EDITORIAL: Former SBP (State Bank of Pakistan) governor Murtaza Syed’s warning that the fine print in the new IMF (International Monetary Fund) deal implies “Fund speak for securing secret debt relief from China” should be investigated and explained immediately.
He noted that the EFF (Extended Fund Facility) will provide much needed relief to Pakistan, but for the SLA (Staff-Level Agreement) to become official, “the country requires financing assurances from its developmental and bilateral partners”. He reads this particular clause as “wrong, incomplete and dangerous” because “Pakistan’s debt problem is not a Chinese debt trap”.
Pakistan’s debt is no doubt unsustainable, as he duly pointed out, but its foreign creditors are fairly diversified, and the country does indeed “owe more to multilateral development banks like World Bank, IMF and the Paris Club than to China”.
It remains to be seen whether Murtaza Syed’s claim is correct, of course, but it’s a fair point that the IMF is now globally considered an extension of the US State and Treasury departments, and is often employed for leverage, depending on overriding political conditions in Washington.
There’s also no doubt that the American government is dead against the CPEC (China Pakistan Economic Corridor) not just because China’s BRI (Belt and Road Initiative) was initiated just a few years before its own Pivot to Asia – when the Obama Administration identified Asia-Pacific as the region of highest concern – but also because of China’s growing dominance in international geopolitics.
And while China’s fiscal outreach to the rest of Asia and parts of Africa has created debt-related complications, the charges of “predatory lending” and “Chinese debt trap” have been creations of the usually savage American media.
So, if the former SBP governor’s fears are true, then Pakistan is really caught in a very fragile situation.
China is our best friend, largest foreign investor, and strongest pillar of support, no doubt, but we’re sure to default within a fiscal or two if we break from the IMF at this point, which means we’re also forced to toe US interests just when the Sino-American rivalry is heating up.
In fact, another Trump White House – an increasingly likely scenario – will lead to immediate trade, tariff and currency wars between the world’s biggest and second-biggest economies, which will play out in different ways in countries that are caught in the middle, just like Pakistan.

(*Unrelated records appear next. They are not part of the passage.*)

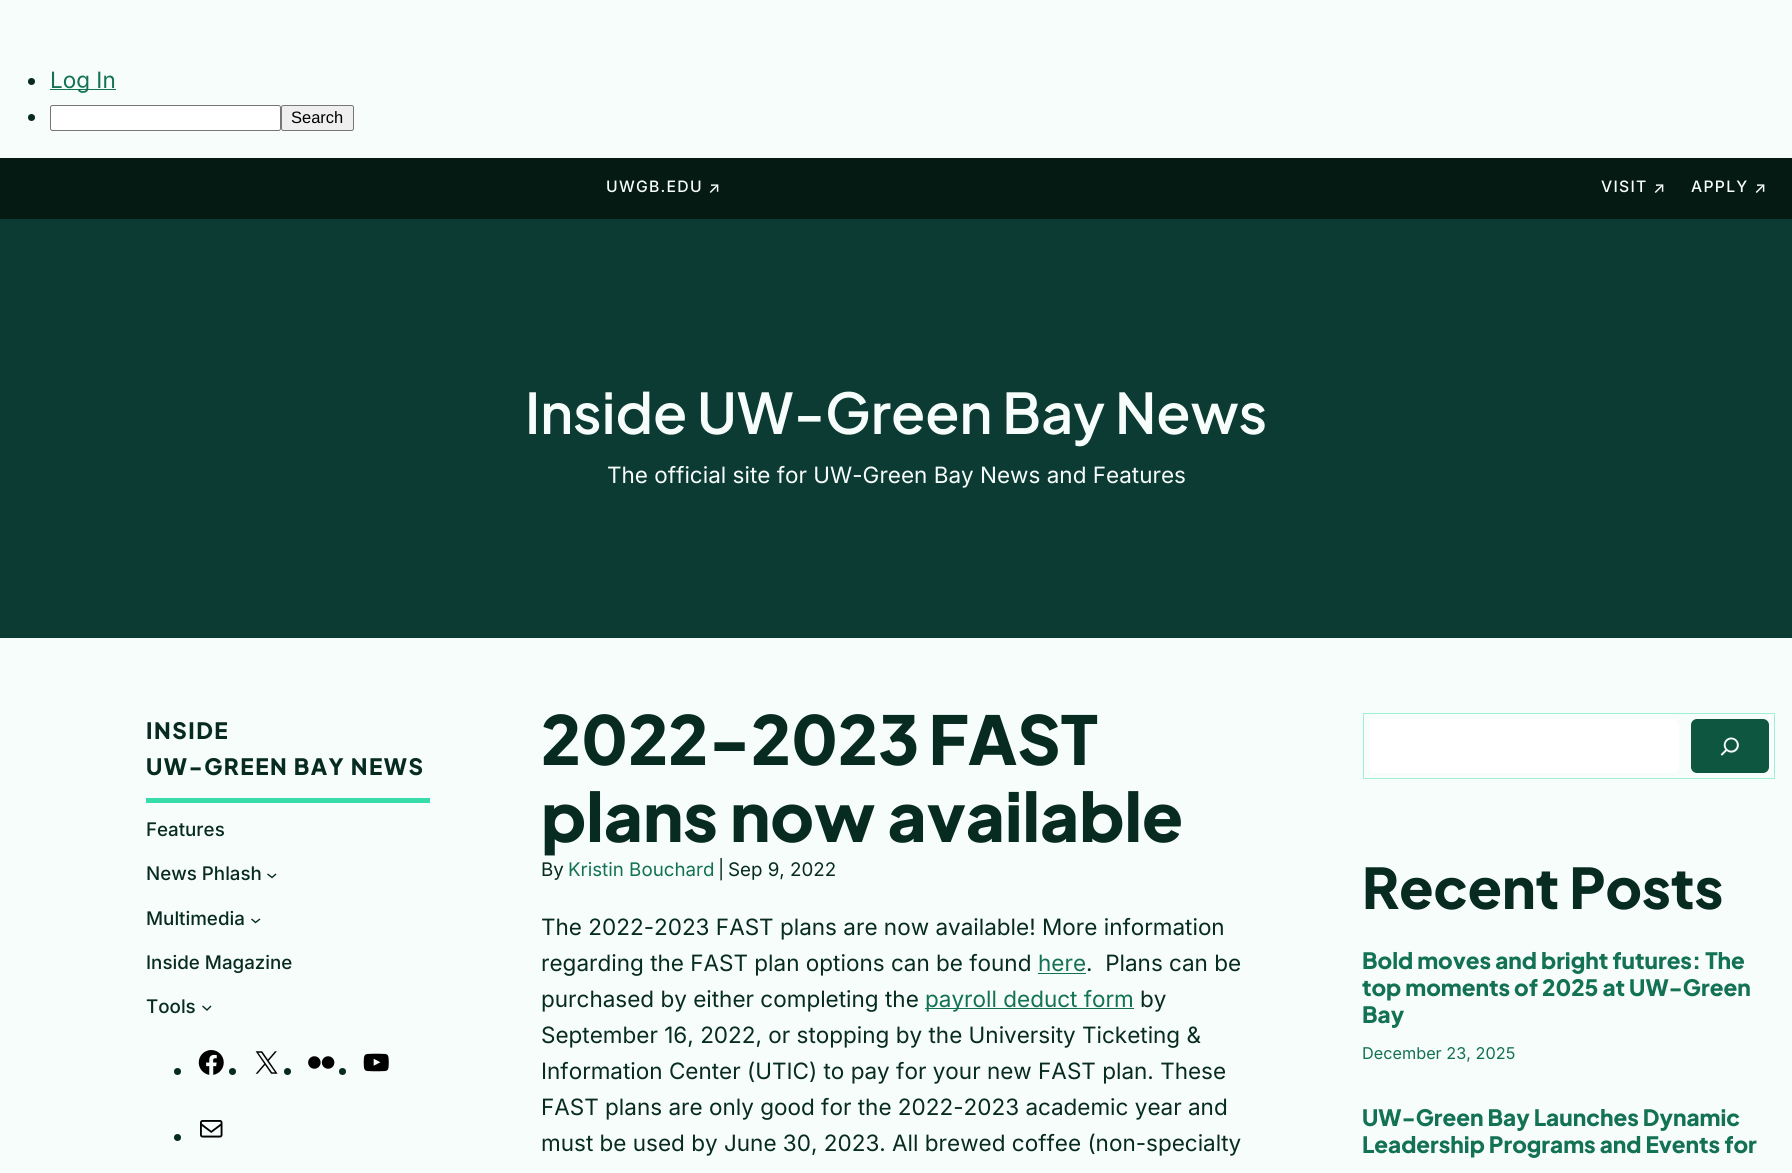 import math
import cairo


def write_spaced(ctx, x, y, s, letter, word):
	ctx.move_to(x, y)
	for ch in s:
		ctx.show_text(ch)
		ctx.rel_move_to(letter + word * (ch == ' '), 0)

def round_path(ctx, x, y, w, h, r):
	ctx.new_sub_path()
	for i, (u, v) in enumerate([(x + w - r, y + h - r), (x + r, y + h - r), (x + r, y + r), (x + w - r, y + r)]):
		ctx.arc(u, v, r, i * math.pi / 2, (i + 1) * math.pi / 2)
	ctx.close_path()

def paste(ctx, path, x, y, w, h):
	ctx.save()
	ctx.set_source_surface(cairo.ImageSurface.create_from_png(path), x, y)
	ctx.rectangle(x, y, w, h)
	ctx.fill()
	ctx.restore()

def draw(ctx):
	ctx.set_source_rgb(0.965, 0.992, 0.984)
	ctx.paint()
	ctx.set_source_rgb(0.031, 0.169, 0.125)
	ctx.arc(31.5, 81.5, 3.5, 0, 2 * math.pi)
	ctx.fill()
	ctx.set_source_rgb(0.078, 0.443, 0.329)
	ctx.rectangle(50, 89, 66, 1)
	ctx.fill()
	ctx.select_font_face('Inter')
	ctx.set_font_size(22.5)
	ctx.move_to(50, 88)
	ctx.show_text('Log In')
	ctx.set_source_rgb(0.031, 0.169, 0.125)
	ctx.new_path()
	ctx.arc(31.5, 117.5, 3.5, 0, 2 * math.pi)
	ctx.fill()
	ctx.set_source_rgb(1, 1, 1)
	round_path(ctx, 50.5, 105.5, 230, 25, 2)
	ctx.fill_preserve()
	ctx.set_source_rgb(0.463, 0.463, 0.463)
	ctx.set_line_width(1)
	ctx.stroke()
	ctx.set_source_rgb(0.937, 0.937, 0.937)
	round_path(ctx, 281.5, 105.5, 72, 25, 2)
	ctx.fill_preserve()
	ctx.set_source_rgb(0.463, 0.463, 0.463)
	ctx.stroke()
	ctx.select_font_face('Liberation Sans')
	ctx.set_font_size(16.5)
	ctx.set_source_rgb(0, 0, 0)
	ctx.move_to(291, 123)
	ctx.show_text('Search')
	ctx.set_source_rgb(0.02, 0.102, 0.075)
	ctx.rectangle(0, 158, 1792, 61)
	ctx.fill()
	ctx.select_font_face('Inter Medium')
	ctx.set_font_size(15.75)
	ctx.set_source_rgb(0.965, 0.992, 0.984)
	for x, y, s in [
		(606, 192, 'UWGB.EDU'),
		(708, 193, '↗'),
		(1601, 192, 'VISIT'),
		(1653, 193, '↗'),
		(1691, 192, 'APPLY'),
		(1754, 193, '↗'),
	]:
		write_spaced(ctx, x, y, s, 1.25, 0)
	ctx.set_source_rgb(0.047, 0.231, 0.2)
	ctx.rectangle(0, 219, 1792, 419)
	ctx.fill()
	ctx.select_font_face('Plus Jakarta Sans SemiBold')
	ctx.set_font_size(56)
	ctx.set_source_rgb(0.965, 0.992, 0.984)
	ctx.move_to(525, 434)
	ctx.show_text('Inside UW-Green Bay News')
	ctx.select_font_face('Inter')
	ctx.set_font_size(22.5)
	ctx.move_to(607, 483)
	ctx.show_text('The official site for UW-Green Bay News and Features')
	ctx.select_font_face('Plus Jakarta Sans ExtraBold')
	ctx.set_source_rgb(0.031, 0.169, 0.125)
	write_spaced(ctx, 146, 739, 'INSIDE', 1.5, 0)
	write_spaced(ctx, 146, 775, 'UW-GREEN BAY NEWS', 1.5, 0)
	ctx.set_source_rgb(0.216, 0.863, 0.663)
	ctx.rectangle(146, 798, 284, 5)
	ctx.fill()
	ctx.select_font_face('Inter Medium')
	ctx.set_font_size(18.75)
	ctx.set_source_rgb(0.031, 0.169, 0.125)
	ctx.move_to(146, 836)
	ctx.show_text('Features')
	ctx.move_to(146, 880)
	ctx.show_text('News Phlash')
	ctx.new_path()
	ctx.move_to(267.5, 874)
	ctx.line_to(272, 877.5)
	ctx.line_to(276, 874)
	ctx.set_line_width(1.4)
	ctx.stroke()
	ctx.move_to(146, 925)
	ctx.show_text('Multimedia')
	ctx.new_path()
	ctx.move_to(251.5, 919)
	ctx.line_to(255.5, 922.5)
	ctx.line_to(260, 919)
	ctx.stroke()
	ctx.move_to(146, 969)
	ctx.show_text('Inside Magazine')
	ctx.move_to(146, 1013)
	ctx.show_text('Tools')
	ctx.new_path()
	ctx.move_to(202.5, 1006)
	ctx.line_to(207, 1010)
	ctx.line_to(211, 1006)
	ctx.stroke()
	ctx.arc(177.5, 1071.5, 3.5, 0, 2 * math.pi)
	ctx.fill()
	paste(ctx, 'media/1.png', 198, 1050, 26, 25)
	ctx.arc(232.5, 1071.5, 3.5, 0, 2 * math.pi)
	ctx.fill()
	paste(ctx, 'media/2.png', 255, 1051, 23, 23)
	paste(ctx, 'media/3.png', 308, 1056, 27, 13)
	ctx.arc(287.5, 1071.5, 3.5, 0, 2 * math.pi)
	ctx.fill()
	ctx.arc(342.5, 1071.5, 3.5, 0, 2 * math.pi)
	ctx.fill()
	paste(ctx, 'media/4.png', 363, 1053, 26, 19)
	ctx.arc(177.5, 1137.5, 3.5, 0, 2 * math.pi)
	ctx.fill()
	paste(ctx, 'media/5.png', 200, 1120, 23, 18)
	ctx.select_font_face('Plus Jakarta Sans ExtraBold')
	ctx.set_font_size(67.25)
	write_spaced(ctx, 541, 765, '2022-2023 FAST', 0, -3)
	ctx.move_to(541, 842)
	ctx.show_text('plans now available')
	ctx.select_font_face('Inter')
	ctx.set_font_size(18.75)
	ctx.move_to(541, 876)
	ctx.show_text('By')
	ctx.set_source_rgb(0.078, 0.443, 0.329)
	ctx.move_to(568, 876)
	ctx.show_text('Kristin Bouchard')
	ctx.set_source_rgb(0.031, 0.169, 0.125)
	ctx.move_to(718, 876)
	ctx.show_text('|')
	ctx.move_to(728, 876)
	ctx.show_text('Sep 9, 2022')
	ctx.set_font_size(22.5)
	ctx.move_to(541, 935)
	ctx.show_text('The 2022-2023 FAST plans are now available! More information')
	ctx.move_to(541, 971)
	ctx.show_text('regarding the FAST plan options can be found')
	ctx.set_source_rgb(0.078, 0.443, 0.329)
	ctx.move_to(1038, 971)
	ctx.show_text('here')
	ctx.rectangle(1038, 973, 48, 1)
	ctx.fill()
	ctx.set_source_rgb(0.031, 0.169, 0.125)
	ctx.move_to(1086, 971)
	ctx.show_text('.  Plans can be')
	ctx.move_to(541, 1007)
	ctx.show_text('purchased by either completing the')
	ctx.set_source_rgb(0.078, 0.443, 0.329)
	ctx.rectangle(925, 1008, 209, 1)
	ctx.fill()
	ctx.move_to(925, 1007)
	ctx.show_text('payroll deduct form')
	ctx.set_source_rgb(0.031, 0.169, 0.125)
	for x, y, s in [
		(1140, 1007, 'by'),
		(541, 1043, 'September 16, 2022, or stopping by the University Ticketing &'),
		(541, 1079, 'Information Center (UTIC) to pay for your new FAST plan. These'),
		(541, 1115, 'FAST plans are only good for the 2022-2023 academic year and'),
		(541, 1151, 'must be used by June 30, 2023. All brewed coffee (non-specialty'),
	]:
		ctx.move_to(x, y)
		ctx.show_text(s)
	ctx.rectangle(1363.5, 713.5, 411, 65)
	ctx.set_source_rgb(0.624, 0.933, 0.839)
	ctx.set_line_width(1)
	ctx.stroke()
	ctx.set_source_rgb(1, 1, 1)
	round_path(ctx, 1369, 719, 310, 54, 6)
	ctx.fill()
	ctx.set_source_rgb(0.059, 0.337, 0.251)
	round_path(ctx, 1691, 719, 78, 54, 6)
	ctx.fill()
	paste(ctx, 'media/6.png', 1720, 737, 19, 19)
	ctx.select_font_face('Plus Jakarta Sans ExtraBold')
	ctx.set_font_size(56)
	ctx.set_source_rgb(0.031, 0.169, 0.125)
	ctx.move_to(1362, 909)
	ctx.show_text('Recent Posts')
	ctx.set_font_size(22.5)
	ctx.set_source_rgb(0.078, 0.443, 0.329)
	for x, y, s in [
		(1362, 969, 'Bold moves and bright futures: The'),
		(1362, 996, 'top moments of 2025 at UW-Green'),
		(1362, 1023, 'Bay'),
	]:
		ctx.move_to(x, y)
		ctx.show_text(s)
	ctx.select_font_face('Inter')
	ctx.set_font_size(16.25)
	ctx.move_to(1362, 1059)
	ctx.show_text('December 23, 2025')
	ctx.select_font_face('Plus Jakarta Sans ExtraBold')
	ctx.set_font_size(22.5)
	ctx.move_to(1362, 1126)
	ctx.show_text('UW-Green Bay Launches Dynamic')
	ctx.move_to(1362, 1153)
	ctx.show_text('Leadership Programs and Events for')


surface = cairo.ImageSurface(cairo.FORMAT_RGB24, 1792, 1173)
ctx = cairo.Context(surface)
options = cairo.FontOptions()
options.set_hint_metrics(cairo.HINT_METRICS_OFF)
options.set_hint_style(cairo.HINT_STYLE_NONE)
ctx.set_font_options(options)
ctx.set_miter_limit(4)
draw(ctx)
surface.write_to_png('image.png')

It’s best if the finance ministry clears this point before going any further. The honest people of Pakistan are about to be put under the tax knife just because the country’s leaders destroyed the economy, after all, so they should know if their government has still only got them half a bailout programme that has disastrous financial implications for them and ominous political costs for the country as well.
Surely, the Chinese would also want to know. For a country that they help so much to go ahead and endorse the chorus of Chinese debt trap would not go down very nicely in Beijing. The government should answer these questions before doubts begin to grow.